[Dataset entries]
------------------------------------------------

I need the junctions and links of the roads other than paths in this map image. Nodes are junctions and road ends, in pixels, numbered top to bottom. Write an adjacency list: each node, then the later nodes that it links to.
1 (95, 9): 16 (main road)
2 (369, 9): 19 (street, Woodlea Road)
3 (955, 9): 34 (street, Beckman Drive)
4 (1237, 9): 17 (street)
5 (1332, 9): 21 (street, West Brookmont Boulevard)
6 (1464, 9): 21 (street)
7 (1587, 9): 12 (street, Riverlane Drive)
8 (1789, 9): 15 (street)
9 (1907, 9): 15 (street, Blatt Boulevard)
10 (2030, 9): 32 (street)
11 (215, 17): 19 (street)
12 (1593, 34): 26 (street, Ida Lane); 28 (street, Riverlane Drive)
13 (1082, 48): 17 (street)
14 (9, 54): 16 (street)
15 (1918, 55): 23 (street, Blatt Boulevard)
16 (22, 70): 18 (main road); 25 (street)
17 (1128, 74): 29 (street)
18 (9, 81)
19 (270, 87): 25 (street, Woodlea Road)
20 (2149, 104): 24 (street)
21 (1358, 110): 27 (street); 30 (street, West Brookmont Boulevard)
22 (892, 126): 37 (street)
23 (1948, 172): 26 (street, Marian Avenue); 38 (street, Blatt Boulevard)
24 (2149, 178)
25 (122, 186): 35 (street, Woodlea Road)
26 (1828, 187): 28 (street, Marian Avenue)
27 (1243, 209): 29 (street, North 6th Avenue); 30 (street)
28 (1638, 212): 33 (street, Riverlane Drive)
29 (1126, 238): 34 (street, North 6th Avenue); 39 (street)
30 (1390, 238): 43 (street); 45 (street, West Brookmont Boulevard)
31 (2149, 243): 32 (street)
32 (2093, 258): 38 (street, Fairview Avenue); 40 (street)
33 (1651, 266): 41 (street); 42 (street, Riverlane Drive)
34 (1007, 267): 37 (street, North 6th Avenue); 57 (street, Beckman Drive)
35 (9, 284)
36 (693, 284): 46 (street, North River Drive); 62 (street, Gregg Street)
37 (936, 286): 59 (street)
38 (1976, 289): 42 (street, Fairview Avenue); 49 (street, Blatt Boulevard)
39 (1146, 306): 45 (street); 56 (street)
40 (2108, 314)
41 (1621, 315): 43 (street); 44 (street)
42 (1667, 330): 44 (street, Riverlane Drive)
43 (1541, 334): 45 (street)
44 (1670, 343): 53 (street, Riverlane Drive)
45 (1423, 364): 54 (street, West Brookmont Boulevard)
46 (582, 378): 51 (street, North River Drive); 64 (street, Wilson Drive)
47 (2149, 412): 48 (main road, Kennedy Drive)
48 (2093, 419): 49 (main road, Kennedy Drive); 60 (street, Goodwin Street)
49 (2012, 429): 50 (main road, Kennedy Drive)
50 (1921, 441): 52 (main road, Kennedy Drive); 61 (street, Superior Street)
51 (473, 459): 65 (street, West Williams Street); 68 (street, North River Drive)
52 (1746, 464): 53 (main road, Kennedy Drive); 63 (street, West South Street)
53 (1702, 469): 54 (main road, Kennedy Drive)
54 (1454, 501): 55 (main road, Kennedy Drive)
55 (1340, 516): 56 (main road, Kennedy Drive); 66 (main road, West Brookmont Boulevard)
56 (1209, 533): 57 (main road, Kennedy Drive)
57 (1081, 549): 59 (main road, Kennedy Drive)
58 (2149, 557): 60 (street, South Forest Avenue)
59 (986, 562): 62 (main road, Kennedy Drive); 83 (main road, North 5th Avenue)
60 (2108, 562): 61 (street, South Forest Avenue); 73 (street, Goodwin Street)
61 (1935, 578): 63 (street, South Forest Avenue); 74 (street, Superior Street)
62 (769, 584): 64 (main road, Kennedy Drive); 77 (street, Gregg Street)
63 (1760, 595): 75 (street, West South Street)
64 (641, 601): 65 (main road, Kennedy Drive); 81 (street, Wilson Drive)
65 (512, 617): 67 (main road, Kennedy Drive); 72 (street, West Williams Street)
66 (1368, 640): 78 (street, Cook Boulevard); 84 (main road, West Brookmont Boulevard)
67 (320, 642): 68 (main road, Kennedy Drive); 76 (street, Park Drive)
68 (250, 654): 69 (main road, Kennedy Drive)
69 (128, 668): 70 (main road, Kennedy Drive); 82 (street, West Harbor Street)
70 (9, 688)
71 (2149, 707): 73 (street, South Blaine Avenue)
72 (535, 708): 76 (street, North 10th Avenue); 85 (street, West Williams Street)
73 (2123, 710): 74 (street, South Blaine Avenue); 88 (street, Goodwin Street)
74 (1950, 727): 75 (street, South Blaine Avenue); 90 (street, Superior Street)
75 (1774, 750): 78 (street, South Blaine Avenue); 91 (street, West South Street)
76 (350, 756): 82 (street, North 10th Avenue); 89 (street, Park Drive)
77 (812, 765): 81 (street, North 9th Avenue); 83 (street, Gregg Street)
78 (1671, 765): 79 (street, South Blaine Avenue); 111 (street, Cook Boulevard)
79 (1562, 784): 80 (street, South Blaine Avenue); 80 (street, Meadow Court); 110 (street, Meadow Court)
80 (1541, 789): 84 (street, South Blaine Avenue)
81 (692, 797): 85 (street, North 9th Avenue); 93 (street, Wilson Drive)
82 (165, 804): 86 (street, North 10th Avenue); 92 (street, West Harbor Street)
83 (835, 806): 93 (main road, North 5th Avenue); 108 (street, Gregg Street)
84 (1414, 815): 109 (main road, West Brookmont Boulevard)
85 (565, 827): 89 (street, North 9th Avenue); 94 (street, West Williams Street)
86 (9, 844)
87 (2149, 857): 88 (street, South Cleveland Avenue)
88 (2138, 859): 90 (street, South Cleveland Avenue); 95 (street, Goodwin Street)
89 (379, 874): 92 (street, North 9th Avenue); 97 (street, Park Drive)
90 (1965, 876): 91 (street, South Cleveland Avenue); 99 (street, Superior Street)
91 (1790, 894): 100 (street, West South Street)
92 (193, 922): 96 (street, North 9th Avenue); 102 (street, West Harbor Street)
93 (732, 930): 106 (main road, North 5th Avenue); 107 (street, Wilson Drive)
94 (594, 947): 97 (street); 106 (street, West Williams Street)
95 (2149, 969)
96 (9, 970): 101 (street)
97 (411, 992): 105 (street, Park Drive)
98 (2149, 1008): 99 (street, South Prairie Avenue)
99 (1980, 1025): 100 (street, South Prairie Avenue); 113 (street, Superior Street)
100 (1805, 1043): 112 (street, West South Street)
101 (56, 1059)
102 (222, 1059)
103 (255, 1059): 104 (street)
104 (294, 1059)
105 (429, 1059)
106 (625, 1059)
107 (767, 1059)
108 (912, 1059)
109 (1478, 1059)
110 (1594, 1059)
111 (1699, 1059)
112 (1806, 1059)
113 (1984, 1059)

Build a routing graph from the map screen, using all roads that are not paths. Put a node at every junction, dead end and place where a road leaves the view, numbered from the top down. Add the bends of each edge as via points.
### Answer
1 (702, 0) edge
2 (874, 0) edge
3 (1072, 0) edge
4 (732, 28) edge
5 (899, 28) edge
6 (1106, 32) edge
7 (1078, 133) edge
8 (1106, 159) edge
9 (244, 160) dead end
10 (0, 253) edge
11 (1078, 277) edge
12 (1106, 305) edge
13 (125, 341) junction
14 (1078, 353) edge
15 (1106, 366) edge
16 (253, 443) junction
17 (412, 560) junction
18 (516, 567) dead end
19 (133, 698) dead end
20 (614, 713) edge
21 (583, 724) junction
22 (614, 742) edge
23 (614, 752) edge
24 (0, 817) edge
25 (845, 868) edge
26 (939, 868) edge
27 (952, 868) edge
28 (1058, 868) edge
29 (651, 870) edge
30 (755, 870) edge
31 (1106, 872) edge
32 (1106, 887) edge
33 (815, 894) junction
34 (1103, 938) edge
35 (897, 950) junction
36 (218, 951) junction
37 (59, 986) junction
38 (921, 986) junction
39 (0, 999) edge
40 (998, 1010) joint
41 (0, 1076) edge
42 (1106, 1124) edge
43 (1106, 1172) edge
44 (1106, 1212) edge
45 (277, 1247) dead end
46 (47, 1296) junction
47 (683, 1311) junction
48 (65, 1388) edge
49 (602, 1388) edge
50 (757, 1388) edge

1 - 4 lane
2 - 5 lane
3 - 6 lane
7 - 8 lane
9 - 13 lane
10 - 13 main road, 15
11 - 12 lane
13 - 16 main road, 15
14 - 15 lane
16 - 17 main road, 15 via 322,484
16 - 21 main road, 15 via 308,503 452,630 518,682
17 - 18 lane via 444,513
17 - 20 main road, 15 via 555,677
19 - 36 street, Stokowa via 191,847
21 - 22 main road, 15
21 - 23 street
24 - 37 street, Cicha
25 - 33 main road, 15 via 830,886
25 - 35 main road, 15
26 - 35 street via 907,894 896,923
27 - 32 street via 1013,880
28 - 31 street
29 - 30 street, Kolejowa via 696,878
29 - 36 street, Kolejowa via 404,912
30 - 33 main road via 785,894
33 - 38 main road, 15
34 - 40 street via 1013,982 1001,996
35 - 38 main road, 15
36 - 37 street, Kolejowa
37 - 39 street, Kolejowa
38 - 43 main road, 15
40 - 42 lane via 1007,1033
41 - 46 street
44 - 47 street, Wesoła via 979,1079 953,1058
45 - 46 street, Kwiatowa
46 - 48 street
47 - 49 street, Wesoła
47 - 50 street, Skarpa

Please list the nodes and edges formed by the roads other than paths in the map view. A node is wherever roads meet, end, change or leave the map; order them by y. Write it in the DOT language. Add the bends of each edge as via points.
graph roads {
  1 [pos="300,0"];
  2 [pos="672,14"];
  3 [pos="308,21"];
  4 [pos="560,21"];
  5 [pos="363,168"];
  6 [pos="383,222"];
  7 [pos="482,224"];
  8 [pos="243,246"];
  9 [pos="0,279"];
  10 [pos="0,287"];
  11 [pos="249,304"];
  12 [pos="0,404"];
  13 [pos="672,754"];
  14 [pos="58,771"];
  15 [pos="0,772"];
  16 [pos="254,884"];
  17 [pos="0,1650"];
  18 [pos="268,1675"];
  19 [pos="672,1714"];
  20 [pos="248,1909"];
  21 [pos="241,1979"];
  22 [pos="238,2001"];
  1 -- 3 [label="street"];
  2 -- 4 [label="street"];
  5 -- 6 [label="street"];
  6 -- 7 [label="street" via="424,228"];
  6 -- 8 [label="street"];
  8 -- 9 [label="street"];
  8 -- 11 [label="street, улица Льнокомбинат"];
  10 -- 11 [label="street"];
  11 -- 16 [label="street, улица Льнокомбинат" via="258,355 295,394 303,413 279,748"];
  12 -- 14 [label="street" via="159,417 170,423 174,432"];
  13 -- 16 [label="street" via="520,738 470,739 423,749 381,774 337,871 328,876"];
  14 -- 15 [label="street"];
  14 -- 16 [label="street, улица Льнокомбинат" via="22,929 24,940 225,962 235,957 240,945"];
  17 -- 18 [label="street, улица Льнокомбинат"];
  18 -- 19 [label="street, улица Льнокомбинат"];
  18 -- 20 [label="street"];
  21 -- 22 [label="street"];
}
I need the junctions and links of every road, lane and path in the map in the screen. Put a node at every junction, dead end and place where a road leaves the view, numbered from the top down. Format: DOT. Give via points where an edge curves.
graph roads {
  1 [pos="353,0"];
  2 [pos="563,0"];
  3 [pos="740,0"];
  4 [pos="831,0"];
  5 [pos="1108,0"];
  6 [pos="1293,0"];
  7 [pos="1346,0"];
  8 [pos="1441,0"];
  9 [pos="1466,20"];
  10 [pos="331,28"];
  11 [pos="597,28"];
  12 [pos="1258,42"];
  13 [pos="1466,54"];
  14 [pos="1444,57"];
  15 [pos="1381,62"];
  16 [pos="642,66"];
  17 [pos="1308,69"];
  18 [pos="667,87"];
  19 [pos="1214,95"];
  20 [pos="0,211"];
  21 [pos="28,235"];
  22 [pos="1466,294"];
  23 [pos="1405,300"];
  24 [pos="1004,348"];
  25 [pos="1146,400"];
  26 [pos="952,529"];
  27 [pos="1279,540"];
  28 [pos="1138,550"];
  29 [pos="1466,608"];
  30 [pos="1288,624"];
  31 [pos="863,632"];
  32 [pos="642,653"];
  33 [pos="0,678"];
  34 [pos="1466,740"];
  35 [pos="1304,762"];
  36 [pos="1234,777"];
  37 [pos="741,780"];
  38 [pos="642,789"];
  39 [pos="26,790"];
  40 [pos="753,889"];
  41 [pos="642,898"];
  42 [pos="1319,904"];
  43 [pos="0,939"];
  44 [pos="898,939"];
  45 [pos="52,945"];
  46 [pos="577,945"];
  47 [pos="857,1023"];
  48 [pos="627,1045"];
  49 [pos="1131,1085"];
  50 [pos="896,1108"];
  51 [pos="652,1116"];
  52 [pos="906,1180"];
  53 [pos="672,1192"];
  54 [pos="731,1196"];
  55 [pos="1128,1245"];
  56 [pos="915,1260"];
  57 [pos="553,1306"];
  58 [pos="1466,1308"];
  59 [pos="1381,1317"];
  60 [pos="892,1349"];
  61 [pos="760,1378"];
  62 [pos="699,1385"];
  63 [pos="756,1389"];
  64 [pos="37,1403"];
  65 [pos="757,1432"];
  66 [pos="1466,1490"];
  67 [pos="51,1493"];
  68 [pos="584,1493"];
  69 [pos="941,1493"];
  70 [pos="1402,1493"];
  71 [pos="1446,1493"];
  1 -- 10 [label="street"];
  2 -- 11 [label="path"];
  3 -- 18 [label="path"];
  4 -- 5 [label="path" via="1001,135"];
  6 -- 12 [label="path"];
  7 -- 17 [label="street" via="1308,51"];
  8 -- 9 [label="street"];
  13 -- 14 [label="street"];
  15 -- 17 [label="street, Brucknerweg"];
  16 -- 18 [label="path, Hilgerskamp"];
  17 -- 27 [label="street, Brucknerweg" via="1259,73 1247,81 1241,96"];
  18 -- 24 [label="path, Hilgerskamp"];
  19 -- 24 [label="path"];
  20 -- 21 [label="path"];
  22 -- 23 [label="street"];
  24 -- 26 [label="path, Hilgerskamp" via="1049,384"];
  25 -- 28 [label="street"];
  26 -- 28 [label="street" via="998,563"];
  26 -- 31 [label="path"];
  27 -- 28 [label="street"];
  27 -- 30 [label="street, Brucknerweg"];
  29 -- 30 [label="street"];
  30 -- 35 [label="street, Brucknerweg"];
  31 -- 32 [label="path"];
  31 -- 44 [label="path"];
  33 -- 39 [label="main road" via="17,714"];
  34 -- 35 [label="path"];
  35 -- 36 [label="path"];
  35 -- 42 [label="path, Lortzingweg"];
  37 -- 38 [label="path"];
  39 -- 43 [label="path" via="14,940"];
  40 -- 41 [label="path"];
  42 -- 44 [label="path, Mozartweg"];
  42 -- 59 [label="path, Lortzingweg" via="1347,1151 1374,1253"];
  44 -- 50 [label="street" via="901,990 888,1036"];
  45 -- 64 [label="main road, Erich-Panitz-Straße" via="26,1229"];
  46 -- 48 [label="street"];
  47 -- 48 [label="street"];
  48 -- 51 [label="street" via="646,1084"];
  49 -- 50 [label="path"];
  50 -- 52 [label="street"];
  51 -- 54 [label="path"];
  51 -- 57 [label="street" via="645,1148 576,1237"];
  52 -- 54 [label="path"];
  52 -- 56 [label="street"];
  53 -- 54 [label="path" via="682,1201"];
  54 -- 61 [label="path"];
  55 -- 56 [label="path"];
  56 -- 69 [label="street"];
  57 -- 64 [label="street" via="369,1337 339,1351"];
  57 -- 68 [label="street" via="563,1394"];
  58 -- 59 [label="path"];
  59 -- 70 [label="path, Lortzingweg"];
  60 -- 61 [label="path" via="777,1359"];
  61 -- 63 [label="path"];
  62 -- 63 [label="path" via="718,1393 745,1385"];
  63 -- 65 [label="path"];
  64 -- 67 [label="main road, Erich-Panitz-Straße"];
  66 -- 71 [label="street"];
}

------------------------------------------------

Search the data above for the string "Park" and return every line that has it.

67 (320, 642): 68 (main road, Kennedy Drive); 76 (street, Park Drive)
76 (350, 756): 82 (street, North 10th Avenue); 89 (street, Park Drive)
89 (379, 874): 92 (street, North 9th Avenue); 97 (street, Park Drive)
97 (411, 992): 105 (street, Park Drive)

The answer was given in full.